* **DATA IN THIS EXERCISE**:
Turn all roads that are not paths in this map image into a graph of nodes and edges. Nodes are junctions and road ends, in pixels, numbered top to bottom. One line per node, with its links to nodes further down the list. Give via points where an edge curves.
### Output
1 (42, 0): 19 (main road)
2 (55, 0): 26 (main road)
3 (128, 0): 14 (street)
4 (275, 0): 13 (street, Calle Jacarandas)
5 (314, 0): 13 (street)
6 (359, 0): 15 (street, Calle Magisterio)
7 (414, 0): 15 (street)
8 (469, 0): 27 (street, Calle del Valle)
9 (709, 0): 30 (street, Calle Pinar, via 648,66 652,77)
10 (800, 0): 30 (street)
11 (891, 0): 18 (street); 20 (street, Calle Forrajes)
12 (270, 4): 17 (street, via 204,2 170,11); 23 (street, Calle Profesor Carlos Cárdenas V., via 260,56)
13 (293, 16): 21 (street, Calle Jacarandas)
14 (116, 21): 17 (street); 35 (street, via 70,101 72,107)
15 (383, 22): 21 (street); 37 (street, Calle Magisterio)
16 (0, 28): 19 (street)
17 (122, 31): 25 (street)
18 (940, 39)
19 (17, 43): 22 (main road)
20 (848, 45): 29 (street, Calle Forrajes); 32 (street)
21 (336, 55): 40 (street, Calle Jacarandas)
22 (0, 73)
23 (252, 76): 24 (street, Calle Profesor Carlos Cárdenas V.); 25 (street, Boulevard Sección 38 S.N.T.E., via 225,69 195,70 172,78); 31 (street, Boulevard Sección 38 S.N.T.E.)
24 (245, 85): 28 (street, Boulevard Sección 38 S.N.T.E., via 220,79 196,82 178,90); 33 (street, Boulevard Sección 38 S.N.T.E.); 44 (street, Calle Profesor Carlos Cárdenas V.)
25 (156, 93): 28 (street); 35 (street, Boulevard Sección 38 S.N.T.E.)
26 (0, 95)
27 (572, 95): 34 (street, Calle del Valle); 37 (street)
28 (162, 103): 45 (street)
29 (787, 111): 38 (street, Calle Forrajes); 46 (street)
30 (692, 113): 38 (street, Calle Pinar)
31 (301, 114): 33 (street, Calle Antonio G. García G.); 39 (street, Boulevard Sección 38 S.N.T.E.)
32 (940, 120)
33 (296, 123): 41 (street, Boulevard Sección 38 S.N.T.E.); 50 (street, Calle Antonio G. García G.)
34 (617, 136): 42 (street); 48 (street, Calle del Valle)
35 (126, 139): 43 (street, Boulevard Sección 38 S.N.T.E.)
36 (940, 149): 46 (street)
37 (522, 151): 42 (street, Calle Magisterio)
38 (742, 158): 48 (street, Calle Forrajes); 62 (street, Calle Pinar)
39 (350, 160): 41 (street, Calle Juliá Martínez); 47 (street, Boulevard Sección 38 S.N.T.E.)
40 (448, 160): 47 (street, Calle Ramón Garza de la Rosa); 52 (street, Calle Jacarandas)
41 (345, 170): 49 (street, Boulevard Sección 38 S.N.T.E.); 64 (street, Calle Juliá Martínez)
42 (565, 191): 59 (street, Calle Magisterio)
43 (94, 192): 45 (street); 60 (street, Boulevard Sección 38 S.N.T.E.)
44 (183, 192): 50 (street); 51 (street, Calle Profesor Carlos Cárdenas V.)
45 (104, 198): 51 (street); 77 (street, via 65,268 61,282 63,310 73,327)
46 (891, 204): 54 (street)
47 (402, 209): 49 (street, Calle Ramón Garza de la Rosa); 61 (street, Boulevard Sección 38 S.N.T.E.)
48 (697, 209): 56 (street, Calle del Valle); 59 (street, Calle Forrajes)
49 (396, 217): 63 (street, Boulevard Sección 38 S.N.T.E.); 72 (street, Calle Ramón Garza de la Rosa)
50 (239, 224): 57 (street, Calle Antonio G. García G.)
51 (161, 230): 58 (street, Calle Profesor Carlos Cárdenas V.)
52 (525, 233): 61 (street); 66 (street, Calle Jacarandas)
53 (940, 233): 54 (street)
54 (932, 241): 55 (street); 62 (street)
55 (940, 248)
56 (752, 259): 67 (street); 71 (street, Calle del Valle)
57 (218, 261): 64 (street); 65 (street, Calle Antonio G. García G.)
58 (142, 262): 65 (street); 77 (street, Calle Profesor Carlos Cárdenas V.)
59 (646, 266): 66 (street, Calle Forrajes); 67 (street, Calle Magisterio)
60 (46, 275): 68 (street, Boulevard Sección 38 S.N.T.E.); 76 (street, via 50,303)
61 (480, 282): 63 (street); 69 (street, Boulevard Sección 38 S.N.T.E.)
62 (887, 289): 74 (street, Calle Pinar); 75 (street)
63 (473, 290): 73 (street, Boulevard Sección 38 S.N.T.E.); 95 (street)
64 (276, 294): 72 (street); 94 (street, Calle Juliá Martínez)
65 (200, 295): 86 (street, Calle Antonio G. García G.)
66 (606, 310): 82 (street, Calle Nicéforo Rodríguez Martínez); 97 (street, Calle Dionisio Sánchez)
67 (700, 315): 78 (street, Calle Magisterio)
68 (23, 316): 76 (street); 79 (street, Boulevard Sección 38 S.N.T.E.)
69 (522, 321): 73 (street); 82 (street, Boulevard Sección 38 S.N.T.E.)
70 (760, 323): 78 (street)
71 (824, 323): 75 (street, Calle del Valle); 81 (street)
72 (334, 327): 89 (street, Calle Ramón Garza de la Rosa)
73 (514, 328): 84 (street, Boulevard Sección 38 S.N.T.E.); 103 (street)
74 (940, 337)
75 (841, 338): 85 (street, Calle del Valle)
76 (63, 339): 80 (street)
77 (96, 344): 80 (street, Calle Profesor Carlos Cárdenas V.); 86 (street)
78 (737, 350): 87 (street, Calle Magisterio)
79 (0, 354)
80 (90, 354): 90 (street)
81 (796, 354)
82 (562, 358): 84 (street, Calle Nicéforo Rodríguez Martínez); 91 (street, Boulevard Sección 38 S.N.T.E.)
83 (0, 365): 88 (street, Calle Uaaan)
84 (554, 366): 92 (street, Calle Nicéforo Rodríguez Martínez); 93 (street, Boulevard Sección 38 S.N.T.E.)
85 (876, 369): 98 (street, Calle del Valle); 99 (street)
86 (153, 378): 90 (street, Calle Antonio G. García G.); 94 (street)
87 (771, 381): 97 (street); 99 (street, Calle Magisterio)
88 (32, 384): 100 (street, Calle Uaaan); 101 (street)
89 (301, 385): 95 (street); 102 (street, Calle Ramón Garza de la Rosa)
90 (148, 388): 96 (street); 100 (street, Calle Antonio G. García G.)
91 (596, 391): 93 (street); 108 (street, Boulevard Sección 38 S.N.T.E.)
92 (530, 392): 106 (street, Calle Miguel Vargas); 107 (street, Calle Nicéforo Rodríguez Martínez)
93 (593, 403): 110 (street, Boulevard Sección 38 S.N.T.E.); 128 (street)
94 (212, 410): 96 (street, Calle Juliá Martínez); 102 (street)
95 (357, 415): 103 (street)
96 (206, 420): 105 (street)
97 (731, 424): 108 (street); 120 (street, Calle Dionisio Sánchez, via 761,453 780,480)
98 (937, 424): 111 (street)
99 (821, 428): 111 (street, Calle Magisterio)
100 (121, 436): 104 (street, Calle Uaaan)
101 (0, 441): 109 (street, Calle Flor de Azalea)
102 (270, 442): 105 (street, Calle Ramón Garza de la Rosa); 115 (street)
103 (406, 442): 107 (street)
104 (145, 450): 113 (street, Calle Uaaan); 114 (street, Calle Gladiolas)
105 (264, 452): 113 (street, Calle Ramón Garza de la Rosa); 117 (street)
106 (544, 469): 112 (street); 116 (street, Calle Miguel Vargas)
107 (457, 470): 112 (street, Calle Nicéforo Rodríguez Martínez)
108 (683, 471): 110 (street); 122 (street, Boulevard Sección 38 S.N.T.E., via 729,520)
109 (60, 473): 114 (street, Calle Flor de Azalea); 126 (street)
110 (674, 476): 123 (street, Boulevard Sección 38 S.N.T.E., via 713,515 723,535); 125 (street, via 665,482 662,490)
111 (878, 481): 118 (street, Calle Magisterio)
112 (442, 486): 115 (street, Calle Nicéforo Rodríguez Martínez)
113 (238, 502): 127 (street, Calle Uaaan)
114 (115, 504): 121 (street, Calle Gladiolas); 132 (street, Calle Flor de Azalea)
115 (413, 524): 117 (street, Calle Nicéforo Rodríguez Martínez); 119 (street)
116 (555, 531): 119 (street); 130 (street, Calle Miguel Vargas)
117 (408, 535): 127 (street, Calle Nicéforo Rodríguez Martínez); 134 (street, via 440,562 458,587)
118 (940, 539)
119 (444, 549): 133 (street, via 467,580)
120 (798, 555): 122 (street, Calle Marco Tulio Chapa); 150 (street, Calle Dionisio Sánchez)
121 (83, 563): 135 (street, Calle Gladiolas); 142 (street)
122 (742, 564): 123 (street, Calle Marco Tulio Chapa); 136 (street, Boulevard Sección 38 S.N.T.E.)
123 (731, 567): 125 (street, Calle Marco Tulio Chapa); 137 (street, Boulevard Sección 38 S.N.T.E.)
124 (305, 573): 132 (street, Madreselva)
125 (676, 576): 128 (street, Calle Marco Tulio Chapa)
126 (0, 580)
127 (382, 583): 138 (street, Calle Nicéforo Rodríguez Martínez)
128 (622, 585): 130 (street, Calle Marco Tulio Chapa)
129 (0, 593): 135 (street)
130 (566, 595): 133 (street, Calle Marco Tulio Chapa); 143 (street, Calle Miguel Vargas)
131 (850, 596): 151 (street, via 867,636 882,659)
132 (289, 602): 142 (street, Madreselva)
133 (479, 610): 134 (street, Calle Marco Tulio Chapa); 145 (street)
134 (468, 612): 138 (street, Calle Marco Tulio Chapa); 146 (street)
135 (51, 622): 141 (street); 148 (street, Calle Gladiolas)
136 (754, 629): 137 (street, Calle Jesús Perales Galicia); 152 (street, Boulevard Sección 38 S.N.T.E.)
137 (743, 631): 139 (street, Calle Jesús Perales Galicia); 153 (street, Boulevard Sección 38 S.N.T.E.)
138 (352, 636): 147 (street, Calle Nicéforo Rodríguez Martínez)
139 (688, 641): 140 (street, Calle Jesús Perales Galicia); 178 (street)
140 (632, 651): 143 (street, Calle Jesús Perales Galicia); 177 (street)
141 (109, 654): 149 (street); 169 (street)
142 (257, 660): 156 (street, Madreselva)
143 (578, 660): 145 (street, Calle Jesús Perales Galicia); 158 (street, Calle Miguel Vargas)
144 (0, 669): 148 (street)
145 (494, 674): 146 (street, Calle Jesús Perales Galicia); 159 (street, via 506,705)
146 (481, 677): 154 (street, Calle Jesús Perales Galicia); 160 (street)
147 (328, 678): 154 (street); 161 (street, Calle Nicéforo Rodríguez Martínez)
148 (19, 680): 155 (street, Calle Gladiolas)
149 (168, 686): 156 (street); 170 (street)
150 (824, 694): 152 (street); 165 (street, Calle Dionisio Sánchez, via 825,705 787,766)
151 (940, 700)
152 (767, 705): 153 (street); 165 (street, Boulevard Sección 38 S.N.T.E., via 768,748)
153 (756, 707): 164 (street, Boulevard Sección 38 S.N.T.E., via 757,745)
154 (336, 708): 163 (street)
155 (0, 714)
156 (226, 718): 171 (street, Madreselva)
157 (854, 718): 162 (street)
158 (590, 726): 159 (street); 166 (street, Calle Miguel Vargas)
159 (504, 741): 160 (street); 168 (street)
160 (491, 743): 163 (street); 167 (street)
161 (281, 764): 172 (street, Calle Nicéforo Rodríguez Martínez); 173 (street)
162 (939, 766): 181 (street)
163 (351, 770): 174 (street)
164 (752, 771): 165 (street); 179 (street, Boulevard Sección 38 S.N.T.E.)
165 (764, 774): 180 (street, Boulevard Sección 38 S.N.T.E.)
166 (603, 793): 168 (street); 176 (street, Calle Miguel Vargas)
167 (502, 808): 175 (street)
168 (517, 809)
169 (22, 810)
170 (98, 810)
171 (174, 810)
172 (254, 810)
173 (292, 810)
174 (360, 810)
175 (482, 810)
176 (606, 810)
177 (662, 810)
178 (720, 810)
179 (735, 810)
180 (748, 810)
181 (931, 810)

* **WORK REQUEST**: Extract each line holding the word "Pinar" from the records.

* **RESULT BELOW**:
9 (709, 0): 30 (street, Calle Pinar, via 648,66 652,77)
30 (692, 113): 38 (street, Calle Pinar)
38 (742, 158): 48 (street, Calle Forrajes); 62 (street, Calle Pinar)
62 (887, 289): 74 (street, Calle Pinar); 75 (street)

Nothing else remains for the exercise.